The papers revealed little that Glyndwr, and the whole of London for that matter, didn’t already know. The Cosgpeares were an eccentric bunch, not least because all evidence pointed to Cornelius being utterly devoted to his wife, and vice versa. They had six boys, all of whom were as brilliant as the last. The four middle boys were all currently at Oxford, and the youngest was at St. George’s College, a prestigious day school in Kensington. There may have been questions as to why the boys were never sent away to school, but that was quickly answered by a piece of correspondence, intercepted by a past reporter via nefarious means, stating that boys with such a propensity for trouble could never be allowed to stay overnight, let alone a full term, at a boarding school.
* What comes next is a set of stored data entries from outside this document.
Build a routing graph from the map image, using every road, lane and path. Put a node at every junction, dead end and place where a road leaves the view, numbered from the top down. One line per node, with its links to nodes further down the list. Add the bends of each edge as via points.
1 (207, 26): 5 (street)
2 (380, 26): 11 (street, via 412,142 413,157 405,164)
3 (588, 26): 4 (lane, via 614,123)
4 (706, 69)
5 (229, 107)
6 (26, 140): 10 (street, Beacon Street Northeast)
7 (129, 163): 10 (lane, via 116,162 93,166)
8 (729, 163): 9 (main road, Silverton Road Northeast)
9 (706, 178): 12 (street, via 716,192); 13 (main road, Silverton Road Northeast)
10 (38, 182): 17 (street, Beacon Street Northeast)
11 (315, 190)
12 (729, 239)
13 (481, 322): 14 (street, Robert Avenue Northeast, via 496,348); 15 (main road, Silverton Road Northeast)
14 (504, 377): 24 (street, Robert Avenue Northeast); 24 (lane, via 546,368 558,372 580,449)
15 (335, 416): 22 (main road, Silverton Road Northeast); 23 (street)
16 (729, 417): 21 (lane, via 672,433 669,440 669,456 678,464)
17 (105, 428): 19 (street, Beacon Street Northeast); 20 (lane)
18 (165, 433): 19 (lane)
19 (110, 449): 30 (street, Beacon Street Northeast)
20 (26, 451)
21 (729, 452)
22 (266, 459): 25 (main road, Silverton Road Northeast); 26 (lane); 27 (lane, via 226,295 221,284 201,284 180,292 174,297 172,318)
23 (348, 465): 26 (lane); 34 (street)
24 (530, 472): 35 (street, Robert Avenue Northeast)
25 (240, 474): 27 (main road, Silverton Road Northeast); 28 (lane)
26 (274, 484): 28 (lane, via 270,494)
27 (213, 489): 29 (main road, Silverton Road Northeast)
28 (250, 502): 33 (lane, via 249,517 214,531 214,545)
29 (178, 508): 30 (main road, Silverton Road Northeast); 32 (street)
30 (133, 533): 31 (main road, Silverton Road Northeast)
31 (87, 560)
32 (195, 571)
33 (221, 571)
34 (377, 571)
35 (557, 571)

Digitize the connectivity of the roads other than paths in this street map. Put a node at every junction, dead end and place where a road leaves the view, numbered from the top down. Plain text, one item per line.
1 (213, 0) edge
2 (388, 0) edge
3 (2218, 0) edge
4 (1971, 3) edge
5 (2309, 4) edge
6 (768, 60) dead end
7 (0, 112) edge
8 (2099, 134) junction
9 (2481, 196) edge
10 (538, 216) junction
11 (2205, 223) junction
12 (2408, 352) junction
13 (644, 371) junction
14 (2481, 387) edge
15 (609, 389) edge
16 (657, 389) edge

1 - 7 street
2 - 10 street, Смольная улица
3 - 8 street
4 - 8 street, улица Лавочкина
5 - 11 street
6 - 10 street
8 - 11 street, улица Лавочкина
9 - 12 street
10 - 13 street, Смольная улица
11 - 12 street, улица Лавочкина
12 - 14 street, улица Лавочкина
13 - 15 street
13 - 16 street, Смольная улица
By all accounts, an eccentric but essentially harmless family. What was less clear were their origins. For instance, all that was known about Edwina Cogspeare was that her father had been a landowning Englishman in Ireland and had disappeared almost thirty years ago. Her mother had died shortly before, and the last known whereabouts of her brother were in the East Indies, where it was said he had a failing sugar plantation.
Glyndwr continued to browse through the papers and found even less on Cornelius. All that was known about him was that he had attended Steele College at Oxford University. However, sometime during his final year he had suddenly left without explanation. The next that was heard of him, he turned up in London a year later with a wife and a chemical discovery that would change the world. That had been 1846.
Sighing with his rather fruitless effort, Glyndwr pinched the bridge of his nose and idly wondered if Alis, his fiancé, was right that he needed spectacles.
Thinking of Alis, he realized that if he wanted to get to the jewellers and visit Talliburn, he would have to leave a bit early. He glanced around his dim, dusty and frankly, boring, domain- then jumped up, grabbed his short leather jacket and quickly locked the door behind him. He didn’t think he would be missed. He was right.
Out in the cesspool of the streets, the sun made a valiant but failed attempt to shine through the misty red cloud cover. Hawkers and traffic battled each other to be heard, creating a general din that never quieted, but merely moved around to different parts of the city according to the time of day. Glyndwr sidestepped an eel stew cart and stepped in something noxious. He smiled. He was in heaven, or at least as far away from Wales, as he could get.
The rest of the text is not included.